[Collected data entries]

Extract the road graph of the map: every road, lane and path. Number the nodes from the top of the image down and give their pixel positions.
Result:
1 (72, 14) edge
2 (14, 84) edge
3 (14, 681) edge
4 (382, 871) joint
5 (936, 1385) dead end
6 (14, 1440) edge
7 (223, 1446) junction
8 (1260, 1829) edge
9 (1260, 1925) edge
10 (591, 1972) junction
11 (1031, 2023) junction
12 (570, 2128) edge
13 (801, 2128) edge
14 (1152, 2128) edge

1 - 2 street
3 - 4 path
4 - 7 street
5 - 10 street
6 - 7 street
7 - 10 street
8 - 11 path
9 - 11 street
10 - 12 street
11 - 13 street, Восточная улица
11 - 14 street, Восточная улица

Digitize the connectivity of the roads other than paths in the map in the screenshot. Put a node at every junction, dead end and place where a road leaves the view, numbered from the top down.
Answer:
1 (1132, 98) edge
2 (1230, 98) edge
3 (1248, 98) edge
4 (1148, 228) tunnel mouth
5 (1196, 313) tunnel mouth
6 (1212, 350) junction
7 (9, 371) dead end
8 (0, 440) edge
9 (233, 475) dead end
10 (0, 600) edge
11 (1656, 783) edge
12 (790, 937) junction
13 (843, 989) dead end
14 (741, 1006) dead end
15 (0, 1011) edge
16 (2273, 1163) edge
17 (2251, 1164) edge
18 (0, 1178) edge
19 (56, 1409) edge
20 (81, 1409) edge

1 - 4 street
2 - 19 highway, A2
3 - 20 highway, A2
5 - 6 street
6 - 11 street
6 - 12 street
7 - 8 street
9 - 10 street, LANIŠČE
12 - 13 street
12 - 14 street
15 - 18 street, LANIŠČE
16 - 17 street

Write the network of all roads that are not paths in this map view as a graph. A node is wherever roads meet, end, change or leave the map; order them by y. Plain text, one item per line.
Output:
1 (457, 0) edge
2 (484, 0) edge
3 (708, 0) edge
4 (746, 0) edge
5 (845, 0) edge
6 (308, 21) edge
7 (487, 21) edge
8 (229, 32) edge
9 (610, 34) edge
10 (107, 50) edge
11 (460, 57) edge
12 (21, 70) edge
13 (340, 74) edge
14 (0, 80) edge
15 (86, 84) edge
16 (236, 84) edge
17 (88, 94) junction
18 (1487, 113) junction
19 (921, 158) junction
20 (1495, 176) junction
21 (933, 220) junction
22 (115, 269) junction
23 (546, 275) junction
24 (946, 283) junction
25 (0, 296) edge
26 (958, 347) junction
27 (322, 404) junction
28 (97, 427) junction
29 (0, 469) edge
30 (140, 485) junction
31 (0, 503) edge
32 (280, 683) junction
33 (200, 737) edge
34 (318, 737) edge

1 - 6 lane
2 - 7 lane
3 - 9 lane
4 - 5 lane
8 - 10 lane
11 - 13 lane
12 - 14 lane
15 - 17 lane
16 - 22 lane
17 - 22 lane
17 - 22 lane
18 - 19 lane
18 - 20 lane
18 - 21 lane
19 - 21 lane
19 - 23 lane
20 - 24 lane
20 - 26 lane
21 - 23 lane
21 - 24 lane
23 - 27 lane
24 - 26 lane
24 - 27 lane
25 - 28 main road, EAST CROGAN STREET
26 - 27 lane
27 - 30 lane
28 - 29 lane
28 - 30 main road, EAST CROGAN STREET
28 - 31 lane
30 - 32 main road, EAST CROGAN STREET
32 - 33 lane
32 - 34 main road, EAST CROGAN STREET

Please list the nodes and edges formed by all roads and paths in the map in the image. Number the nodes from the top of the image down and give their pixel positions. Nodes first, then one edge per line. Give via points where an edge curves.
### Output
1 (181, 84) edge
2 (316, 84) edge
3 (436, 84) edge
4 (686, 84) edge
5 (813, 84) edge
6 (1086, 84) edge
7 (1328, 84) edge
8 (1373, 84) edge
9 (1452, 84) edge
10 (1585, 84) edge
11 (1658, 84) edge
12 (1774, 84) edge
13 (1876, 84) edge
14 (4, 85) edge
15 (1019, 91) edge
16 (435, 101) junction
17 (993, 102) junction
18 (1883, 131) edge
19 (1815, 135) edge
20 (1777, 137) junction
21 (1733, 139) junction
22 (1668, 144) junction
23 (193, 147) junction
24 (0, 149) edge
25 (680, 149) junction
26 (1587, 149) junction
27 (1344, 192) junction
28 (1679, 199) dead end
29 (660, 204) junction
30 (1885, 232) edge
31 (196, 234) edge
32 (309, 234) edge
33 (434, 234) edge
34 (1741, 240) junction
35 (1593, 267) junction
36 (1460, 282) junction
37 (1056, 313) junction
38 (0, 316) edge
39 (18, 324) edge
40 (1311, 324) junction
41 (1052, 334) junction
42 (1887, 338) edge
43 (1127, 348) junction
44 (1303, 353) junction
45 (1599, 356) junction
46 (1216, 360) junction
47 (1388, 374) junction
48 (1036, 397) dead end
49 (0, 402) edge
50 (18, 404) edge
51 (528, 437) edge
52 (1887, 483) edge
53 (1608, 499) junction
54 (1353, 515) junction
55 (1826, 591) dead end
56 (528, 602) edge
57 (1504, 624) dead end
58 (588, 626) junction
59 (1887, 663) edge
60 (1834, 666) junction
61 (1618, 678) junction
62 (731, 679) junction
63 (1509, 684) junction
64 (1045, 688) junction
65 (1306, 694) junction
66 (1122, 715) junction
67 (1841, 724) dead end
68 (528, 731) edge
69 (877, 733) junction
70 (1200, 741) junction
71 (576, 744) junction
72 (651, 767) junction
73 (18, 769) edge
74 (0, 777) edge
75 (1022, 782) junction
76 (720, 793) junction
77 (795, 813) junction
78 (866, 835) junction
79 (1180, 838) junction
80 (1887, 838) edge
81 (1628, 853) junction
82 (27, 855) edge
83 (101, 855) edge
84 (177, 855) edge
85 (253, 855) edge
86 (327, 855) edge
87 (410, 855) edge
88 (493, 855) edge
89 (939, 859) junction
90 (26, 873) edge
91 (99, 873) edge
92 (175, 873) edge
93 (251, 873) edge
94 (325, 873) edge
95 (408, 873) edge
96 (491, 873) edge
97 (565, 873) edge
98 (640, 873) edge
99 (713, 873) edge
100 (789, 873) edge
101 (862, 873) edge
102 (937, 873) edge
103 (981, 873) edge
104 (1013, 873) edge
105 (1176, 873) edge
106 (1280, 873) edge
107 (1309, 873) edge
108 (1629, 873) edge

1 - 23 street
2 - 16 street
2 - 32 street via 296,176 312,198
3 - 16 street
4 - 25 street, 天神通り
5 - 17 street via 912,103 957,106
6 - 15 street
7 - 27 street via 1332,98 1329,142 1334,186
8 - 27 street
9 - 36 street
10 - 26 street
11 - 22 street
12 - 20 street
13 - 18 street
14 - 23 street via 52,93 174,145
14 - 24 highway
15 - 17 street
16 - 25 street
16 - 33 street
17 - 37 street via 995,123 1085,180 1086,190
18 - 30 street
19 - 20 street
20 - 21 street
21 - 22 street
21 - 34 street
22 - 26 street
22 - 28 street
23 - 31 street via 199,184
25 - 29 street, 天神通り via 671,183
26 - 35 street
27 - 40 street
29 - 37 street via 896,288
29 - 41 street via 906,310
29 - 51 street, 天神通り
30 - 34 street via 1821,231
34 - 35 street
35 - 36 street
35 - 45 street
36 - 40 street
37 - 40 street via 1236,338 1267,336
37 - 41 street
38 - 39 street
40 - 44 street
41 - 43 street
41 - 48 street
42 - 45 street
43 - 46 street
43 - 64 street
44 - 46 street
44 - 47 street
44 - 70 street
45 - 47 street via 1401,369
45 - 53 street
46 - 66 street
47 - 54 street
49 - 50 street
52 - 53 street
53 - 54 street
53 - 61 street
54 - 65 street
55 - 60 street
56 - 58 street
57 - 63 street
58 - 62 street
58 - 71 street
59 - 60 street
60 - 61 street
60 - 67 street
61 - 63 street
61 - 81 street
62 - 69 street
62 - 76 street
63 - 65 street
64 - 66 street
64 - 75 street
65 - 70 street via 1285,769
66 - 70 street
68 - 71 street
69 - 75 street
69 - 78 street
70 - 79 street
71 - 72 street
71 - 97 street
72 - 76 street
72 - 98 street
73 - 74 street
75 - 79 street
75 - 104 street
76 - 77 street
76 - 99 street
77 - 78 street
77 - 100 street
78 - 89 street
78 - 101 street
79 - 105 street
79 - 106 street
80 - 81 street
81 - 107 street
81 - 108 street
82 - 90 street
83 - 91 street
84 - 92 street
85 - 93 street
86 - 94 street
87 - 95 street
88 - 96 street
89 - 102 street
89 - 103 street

[Exercise goal]:
Among the lines above, return those that contain the string "pixel".

[Task answer]:
Extract the road graph of the map: every road, lane and path. Number the nodes from the top of the image down and give their pixel positions.
Please list the nodes and edges formed by all roads and paths in the map in the image. Number the nodes from the top of the image down and give their pixel positions. Nodes first, then one edge per line. Give via points where an edge curves.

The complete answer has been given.